Your Future: On the very first day on the job at a corporation, you will be handed a competitive network on a silver platter. You will possibly have successful leaders in your field surrounding you during the workday if you are at a company with a proven management team. As far as moving forward, you know how the corporate ladder of your company works. The vision is clear and you know what you need to accomplish to get there. You might have some middle managers that get in your way, but you should be able to dispatch them with ease if you’re a true sales leader.
Flexibility: In a small business, there is often more flexibility associated with your work schedule. A lot of start-ups are embracing a mobile workforce and offer benefits like picking your own hours. As long as you get the work completed, at the end of the day who cares? Now, with sales this can get tricky, but this is where that lead management or CRM solution comes into play. If you have a management team that has invested in this they can easily see what you are doing while at home. Of course this varies from business-to-business, however, a small business owner is likely to be more open to accommodating work hours for certain employees. Certain small business are generally fast-paced and it is a lot easier to excel, provided that you have the talent to do so. If you lack specialization in a certain field, but have the ability to learn new skills and handle a variety of projects you can thrive in a small business. If you are involved in multiple projects, you gain more experience and become more competent.
Taking the initiative: You stand a greater chance of being noticed within a small business – you’re not just a face in the crowd and you choose for yourself to stand out or not. Great small businesses are creative endeavors where smart risk taking occurs. That means that there is often room for any employee who is willing to think outside the box and wants to offer something new. You don’t know until you try, and in a small business new ideas are generally welcome.

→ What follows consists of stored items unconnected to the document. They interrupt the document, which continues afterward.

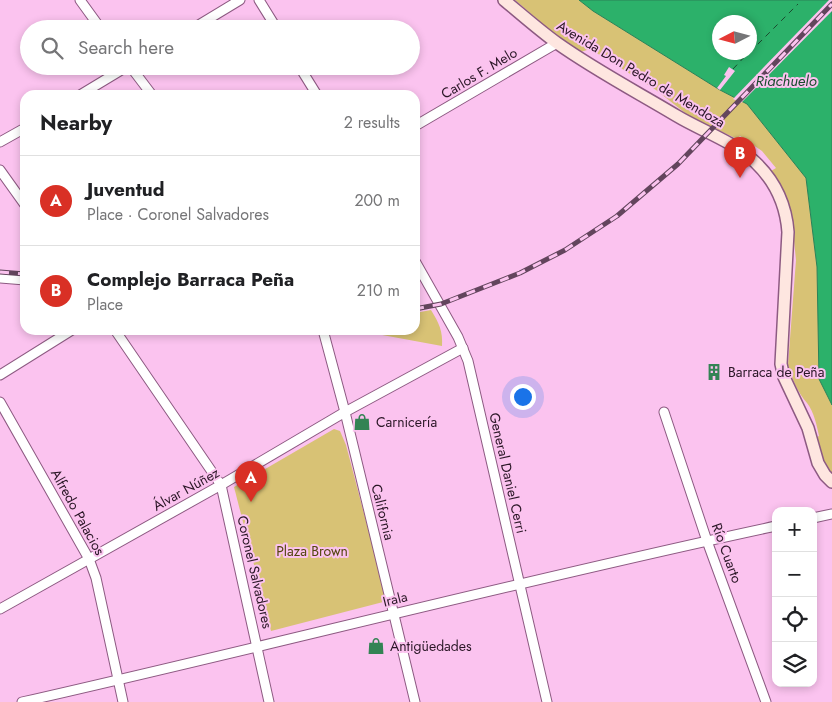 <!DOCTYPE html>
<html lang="en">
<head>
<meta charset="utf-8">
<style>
  :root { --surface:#fff; --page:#f6f6f6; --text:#202124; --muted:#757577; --line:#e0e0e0; --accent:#d93025 }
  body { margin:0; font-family:Jost,sans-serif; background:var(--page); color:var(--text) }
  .controls { position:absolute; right:15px; bottom:15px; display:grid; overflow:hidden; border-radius:10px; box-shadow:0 2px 8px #0003 }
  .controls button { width:45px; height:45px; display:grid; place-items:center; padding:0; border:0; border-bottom:1px solid var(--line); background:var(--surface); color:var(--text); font:25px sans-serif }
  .compass { position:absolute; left:712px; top:15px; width:45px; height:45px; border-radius:50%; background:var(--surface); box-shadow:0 2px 8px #0003; rotate:264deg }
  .you { position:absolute; left:522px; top:396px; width:18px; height:18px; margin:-12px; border:4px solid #fff; border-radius:50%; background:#1a73e8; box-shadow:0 0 0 8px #1a73e833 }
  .badge { display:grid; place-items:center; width:32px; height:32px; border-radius:50%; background:var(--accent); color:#fff; font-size:16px; font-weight:700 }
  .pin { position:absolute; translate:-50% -41px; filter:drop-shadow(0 1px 2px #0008) }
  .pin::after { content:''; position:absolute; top:26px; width:18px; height:15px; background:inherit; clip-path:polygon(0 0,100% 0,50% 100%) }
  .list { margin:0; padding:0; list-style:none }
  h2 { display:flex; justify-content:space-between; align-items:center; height:65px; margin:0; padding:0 20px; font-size:21px }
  h2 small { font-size:16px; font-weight:400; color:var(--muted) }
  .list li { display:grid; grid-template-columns:32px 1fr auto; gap:15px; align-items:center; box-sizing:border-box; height:90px; padding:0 20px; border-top:1px solid var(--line) }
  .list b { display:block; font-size:19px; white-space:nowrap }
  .list p { margin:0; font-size:16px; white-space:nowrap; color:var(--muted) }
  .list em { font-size:16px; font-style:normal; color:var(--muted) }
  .icon { flex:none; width:28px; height:28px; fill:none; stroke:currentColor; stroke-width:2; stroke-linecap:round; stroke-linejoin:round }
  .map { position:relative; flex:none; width:832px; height:702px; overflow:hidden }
  .search { position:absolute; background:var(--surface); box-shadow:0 2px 8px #0003; left:20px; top:20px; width:400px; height:55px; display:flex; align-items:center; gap:12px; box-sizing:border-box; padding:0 18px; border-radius:28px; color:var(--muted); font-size:19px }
  .panel { position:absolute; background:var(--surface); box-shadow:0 2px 8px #0003; left:20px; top:90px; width:400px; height:245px; border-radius:15px }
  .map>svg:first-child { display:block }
  .green { fill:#d8c275 }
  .water { fill:#2cb16a; stroke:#2b8256; fill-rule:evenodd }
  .pier { fill:#fbc3ef }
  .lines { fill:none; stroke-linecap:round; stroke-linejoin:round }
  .ferry { stroke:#1b4c2f; stroke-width:1; stroke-dasharray:6 5; stroke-linecap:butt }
  .minor-casing { stroke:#8d5a82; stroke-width:11 }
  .secondary-casing { stroke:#8d5a82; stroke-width:14 }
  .minor { stroke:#fff; stroke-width:9 }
  .secondary { stroke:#fee6e0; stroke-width:11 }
  .rail-casing { stroke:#63455d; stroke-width:5 }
  .rail { stroke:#fbc3ef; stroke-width:3; stroke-dasharray:9; stroke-linecap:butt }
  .labels { text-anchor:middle; stroke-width:4; stroke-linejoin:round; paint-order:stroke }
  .street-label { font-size:14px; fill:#2a1626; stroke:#fbc3ef }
  .poi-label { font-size:14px; fill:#2a1626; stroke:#fbc3ef; text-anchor:start }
  .park-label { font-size:14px; fill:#53450e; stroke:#fbc3ef }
  .water-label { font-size:15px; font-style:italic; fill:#1b4c2f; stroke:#fbc3ef }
</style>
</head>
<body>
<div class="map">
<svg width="832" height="702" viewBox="0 0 832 702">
  <rect width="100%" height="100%" fill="#fbc3ef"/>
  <g class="green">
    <path d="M 515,0 L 579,0 L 593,11 L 720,90 L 747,104 L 806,178 L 817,267 L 819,379 L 832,405 L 832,477 L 819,457 L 815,438 L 819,436 C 817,426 814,412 807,403 C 798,393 792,379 788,365 L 796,260 L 793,231 L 782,189 L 771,171 L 776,168 L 762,151 L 740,136 L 737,139 L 689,116 L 656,90 L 590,49 L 581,52 C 557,38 536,18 515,0 Z"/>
    <path d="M 431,310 C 439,323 443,331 442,346 L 355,330 L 415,330 L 415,313 Z"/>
    <polygon points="334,429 340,431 346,445 387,601 271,631 234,487"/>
  </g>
  <path class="water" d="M 579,0 L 832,0 L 832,405 L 819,379 L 817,267 L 806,178 L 747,104 L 720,90 L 593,11 ZM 720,22 L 750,22 L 750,52 L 720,52 Z"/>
  <g class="pier">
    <polygon points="829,0 832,0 832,11 741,103 733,99"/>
    <polygon points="729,67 735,71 720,90 717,88 726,76 724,75"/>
  </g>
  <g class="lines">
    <g class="ferry">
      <polyline points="750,52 798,4"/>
      <polyline points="733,69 749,52"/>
    </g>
    <g class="minor-casing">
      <g id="minor">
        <polyline points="80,0 101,29"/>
        <polyline points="259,0 277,29"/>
        <polyline points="192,29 240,0"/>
        <polyline points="130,66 152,95"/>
        <polyline points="299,66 317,95"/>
        <polyline points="80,95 128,66"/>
        <polyline points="415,126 557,43"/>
        <polyline points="0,142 25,128"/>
        <polyline points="0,170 25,205"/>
        <polyline points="415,261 458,337 468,361 547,702"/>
        <polyline points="0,278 25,280"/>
        <polyline points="115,330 221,485 269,702"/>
        <polyline points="323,330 345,412 415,702"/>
        <polyline points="0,375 72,330"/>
        <polyline points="0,402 89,559 96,578 123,702"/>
        <polyline points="664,412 707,541 766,702"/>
        <polyline points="813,518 832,514"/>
        <polyline points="0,609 221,485 345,412 463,348"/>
        <path d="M 22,702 C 273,645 523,580 776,526"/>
      </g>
    </g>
    <g class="secondary-casing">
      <path id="secondary" d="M 504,0 C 521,14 539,30 557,43 C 595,70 637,92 677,116 C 702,131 733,141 755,162 C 775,181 786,205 788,232 L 781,364 L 784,377 L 808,428 L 818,463 L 825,475 L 832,482"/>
    </g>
    <use href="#minor" class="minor"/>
    <use href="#secondary" class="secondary"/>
    <g class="rail-casing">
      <g id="rail">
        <polyline points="0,272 25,274"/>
        <polyline points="415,309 441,304 520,273 565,250 617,216 678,164 832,4"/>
      </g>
    </g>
    <use href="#rail" class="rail"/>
  </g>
  <defs>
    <g id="building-bare" transform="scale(1.35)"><path d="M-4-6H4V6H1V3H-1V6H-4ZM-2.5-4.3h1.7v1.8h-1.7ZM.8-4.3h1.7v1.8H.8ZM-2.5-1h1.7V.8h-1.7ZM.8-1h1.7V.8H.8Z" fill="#338354" stroke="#fbc3ef" stroke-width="2.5" paint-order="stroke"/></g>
    <g id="shop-bare" transform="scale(1.35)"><path d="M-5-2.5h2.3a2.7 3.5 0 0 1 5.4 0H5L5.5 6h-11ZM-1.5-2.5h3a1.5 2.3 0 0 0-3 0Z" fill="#338354" stroke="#fbc3ef" stroke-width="2.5" paint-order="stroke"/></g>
  </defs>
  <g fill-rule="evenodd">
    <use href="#building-bare" x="714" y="372"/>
    <use href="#shop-bare" x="362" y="422"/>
    <use href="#shop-bare" x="376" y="646"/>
  </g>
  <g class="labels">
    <g class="street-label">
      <text transform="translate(479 73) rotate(-31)" y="5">Carlos F. Melo</text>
      <text transform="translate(641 74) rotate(31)" y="5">Avenida Don Pedro de Mendoza</text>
      <text transform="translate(508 473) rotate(77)" y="5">General Daniel Cerri</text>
      <text transform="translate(186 489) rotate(-29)" y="5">Álvar Núñez</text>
      <text transform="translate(78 512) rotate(61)" y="5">Alfredo Palacios</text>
      <text transform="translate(383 512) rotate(76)" y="5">California</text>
      <text transform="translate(727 553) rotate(70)" y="5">Río Cuarto</text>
      <text transform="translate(255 572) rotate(77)" y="5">Coronel Salvadores</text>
      <text transform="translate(395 599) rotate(-14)" y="5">Irala</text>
    </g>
    <g class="poi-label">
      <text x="728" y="377">Barraca de Peña</text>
      <text x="376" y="427">Carnicería</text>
      <text x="390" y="651">Antigüedades</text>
    </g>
    <g class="park-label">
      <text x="312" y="556">Plaza Brown</text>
    </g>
    <g class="water-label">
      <text x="786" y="86">Riachuelo</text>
    </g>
  </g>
</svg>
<div class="controls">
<button>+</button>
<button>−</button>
<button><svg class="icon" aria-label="locate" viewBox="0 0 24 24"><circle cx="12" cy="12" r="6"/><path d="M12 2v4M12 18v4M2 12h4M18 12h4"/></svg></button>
<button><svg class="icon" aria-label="layers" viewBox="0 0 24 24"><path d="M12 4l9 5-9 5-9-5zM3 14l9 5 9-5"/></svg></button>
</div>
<svg class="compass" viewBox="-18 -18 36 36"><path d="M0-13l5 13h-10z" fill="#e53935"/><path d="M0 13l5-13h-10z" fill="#757577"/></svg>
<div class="you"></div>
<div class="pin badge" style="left:251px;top:502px">A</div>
<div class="pin badge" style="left:740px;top:178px">B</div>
<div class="search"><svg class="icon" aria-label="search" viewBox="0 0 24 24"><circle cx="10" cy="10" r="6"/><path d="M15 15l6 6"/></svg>Search here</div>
<section class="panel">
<h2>Nearby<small>2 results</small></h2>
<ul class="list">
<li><span class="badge">A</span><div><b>Juventud</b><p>Place · Coronel Salvadores</p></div><em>200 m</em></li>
<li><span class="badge">B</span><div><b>Complejo Barraca Peña</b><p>Place</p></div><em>210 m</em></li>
</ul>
</section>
</div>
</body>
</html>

Work Environment: A small business offers a more casual work environment. Corporations focus much more on management pushing culture down to the employees, resulting in the “corporate America” environment. The business culture in the smaller companies often has the feeling of being part of a family. You are all working together to solve big problems, while getting to know each other better –in large part because of the close-knit environment usually involved within a small business. Another factor that many small businesses offer is the ability for an employee to collaborate and work with upper levels of management – without having to go through multiple levels of management to reach the decision maker.
It’s up to you as to what size fish you would like to be. Whichever one you choose, know that it’s not really the size of the pond that matters, it’s whether you swim with purpose.